### Problem to work on
Each line from the start of the listing below through the line containing "index tip: (968, 956)" should be reproduced exactly, with no others.

### Source records
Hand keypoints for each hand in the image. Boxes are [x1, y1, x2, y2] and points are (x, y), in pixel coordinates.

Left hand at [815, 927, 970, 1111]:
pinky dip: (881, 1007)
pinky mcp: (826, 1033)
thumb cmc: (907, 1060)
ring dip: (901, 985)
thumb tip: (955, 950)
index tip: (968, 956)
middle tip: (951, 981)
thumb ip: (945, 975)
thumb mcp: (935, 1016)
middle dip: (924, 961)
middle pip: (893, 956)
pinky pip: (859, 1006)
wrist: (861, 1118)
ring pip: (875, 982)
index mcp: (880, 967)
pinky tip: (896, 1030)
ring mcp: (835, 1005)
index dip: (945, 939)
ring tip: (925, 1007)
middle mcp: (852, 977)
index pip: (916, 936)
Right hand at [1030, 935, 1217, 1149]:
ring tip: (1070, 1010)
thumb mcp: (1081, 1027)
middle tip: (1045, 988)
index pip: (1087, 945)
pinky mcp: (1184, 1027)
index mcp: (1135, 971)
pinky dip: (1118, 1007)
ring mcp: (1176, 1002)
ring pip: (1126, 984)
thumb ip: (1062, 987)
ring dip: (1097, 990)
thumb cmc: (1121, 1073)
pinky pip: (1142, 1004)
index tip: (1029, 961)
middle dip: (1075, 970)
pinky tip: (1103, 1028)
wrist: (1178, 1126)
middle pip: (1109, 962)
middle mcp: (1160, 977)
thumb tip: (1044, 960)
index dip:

### Solution to the exercise
Hand keypoints for each hand in the image. Boxes are [x1, y1, x2, y2] and points are (x, y), in pixel coordinates.

Left hand at [815, 927, 970, 1111]:
pinky dip: (881, 1007)
pinky mcp: (826, 1033)
thumb cmc: (907, 1060)
ring dip: (901, 985)
thumb tip: (955, 950)
index tip: (968, 956)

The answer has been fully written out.